• **WHAT YOU ARE ASKED TO DO**: The lines to repeat are those below from the one containing "ring mcp: (1190, 1023)" down to the one containing "thumb mcp: (1059, 1061)", both included; reproduce them exactly and nothing else.
··· DATA FOR REVIEW ···
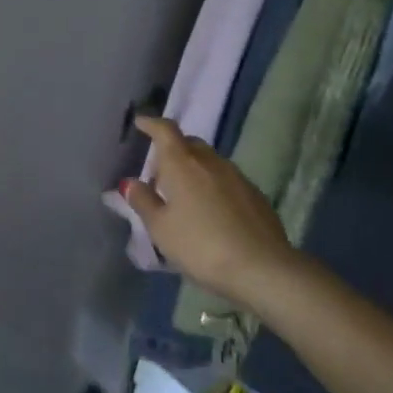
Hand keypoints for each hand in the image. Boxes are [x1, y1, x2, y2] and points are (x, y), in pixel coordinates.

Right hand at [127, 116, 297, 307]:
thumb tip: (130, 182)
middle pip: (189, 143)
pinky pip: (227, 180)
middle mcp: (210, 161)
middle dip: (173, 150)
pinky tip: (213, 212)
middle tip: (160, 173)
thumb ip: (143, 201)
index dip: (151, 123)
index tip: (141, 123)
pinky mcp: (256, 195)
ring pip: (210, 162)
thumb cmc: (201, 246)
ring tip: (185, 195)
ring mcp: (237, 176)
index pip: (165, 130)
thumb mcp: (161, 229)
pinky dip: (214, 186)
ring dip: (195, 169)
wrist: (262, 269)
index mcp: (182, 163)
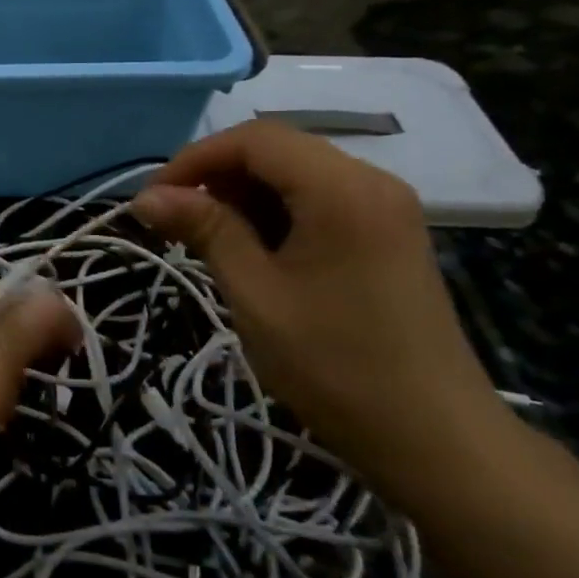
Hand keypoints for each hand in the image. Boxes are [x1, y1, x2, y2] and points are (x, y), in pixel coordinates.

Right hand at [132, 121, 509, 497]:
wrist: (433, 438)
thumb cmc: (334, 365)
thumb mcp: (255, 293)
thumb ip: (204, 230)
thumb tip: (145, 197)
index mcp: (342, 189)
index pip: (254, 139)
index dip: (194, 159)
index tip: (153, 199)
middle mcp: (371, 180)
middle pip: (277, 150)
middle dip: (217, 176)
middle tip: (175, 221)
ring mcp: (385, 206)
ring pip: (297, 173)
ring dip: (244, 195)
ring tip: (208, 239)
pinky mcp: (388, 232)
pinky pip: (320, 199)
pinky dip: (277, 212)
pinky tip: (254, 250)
···
··· DATA FOR REVIEW ···
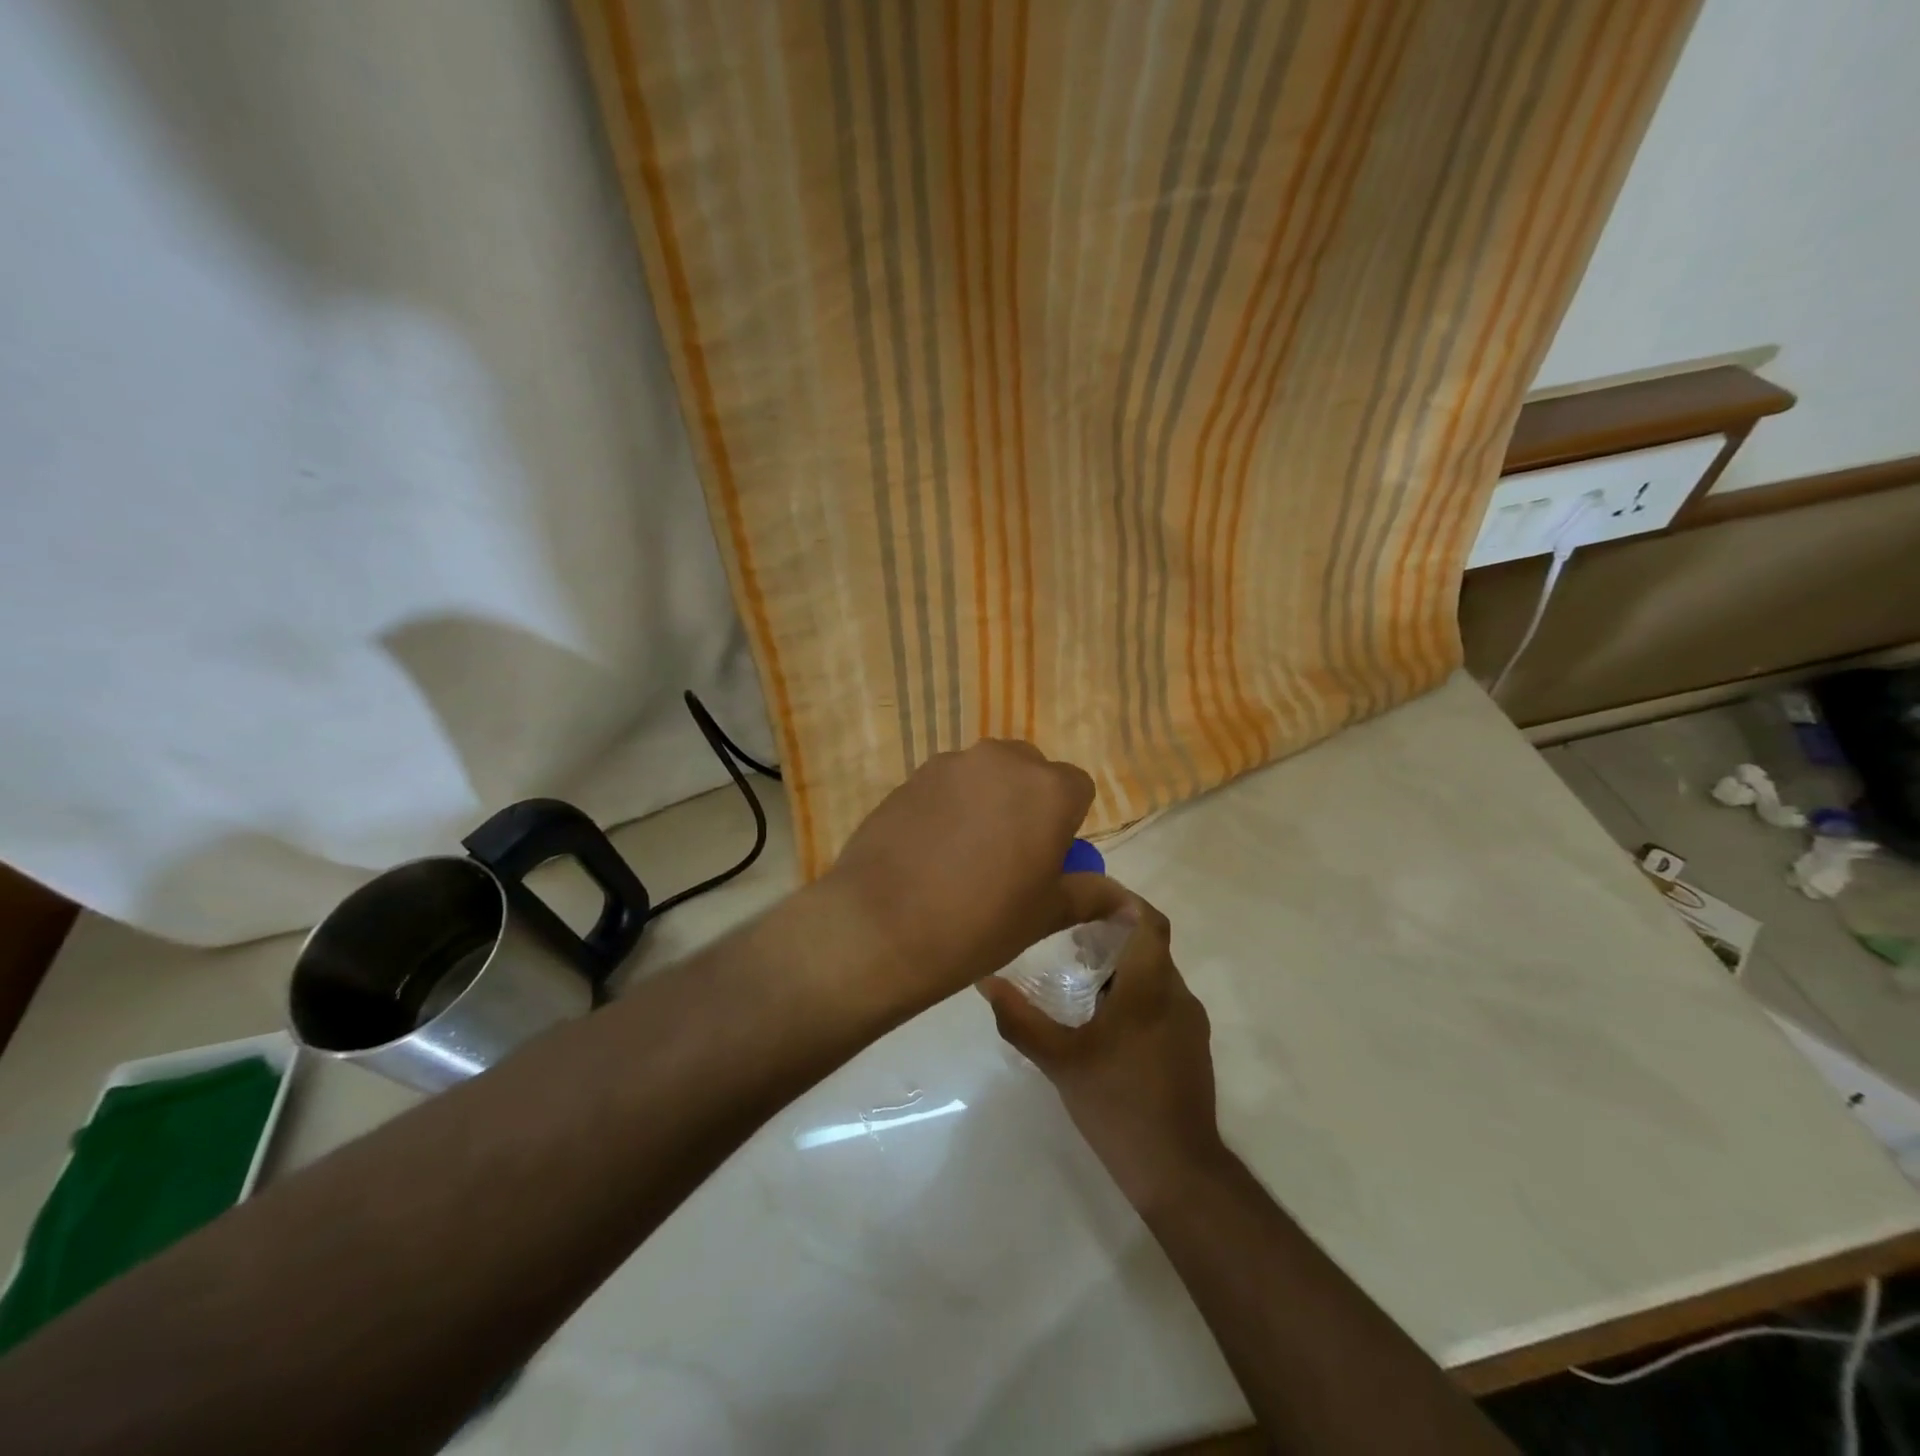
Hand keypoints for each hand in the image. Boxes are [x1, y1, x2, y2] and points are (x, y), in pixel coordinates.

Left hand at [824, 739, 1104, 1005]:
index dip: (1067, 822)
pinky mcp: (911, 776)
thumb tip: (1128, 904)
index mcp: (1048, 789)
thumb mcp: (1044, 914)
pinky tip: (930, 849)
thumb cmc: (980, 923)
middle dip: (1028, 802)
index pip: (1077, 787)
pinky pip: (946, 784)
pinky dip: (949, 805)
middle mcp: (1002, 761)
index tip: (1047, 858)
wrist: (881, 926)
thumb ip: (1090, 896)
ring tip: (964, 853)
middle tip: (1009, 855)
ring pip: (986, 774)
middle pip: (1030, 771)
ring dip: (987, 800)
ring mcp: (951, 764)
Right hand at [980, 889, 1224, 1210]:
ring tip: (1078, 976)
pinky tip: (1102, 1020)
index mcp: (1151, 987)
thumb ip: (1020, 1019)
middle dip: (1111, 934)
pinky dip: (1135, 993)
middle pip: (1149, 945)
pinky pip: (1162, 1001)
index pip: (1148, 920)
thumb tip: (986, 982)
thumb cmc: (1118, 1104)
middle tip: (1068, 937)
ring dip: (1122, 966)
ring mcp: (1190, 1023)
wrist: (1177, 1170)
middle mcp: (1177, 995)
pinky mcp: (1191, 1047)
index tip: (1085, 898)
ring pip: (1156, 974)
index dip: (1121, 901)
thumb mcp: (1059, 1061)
···
• **SOLUTION**:
ring mcp: (1190, 1023)
wrist: (1177, 1170)
middle mcp: (1177, 995)
pinky mcp: (1191, 1047)
index tip: (1085, 898)
ring pip: (1156, 974)
index dip: (1121, 901)
thumb mcp: (1059, 1061)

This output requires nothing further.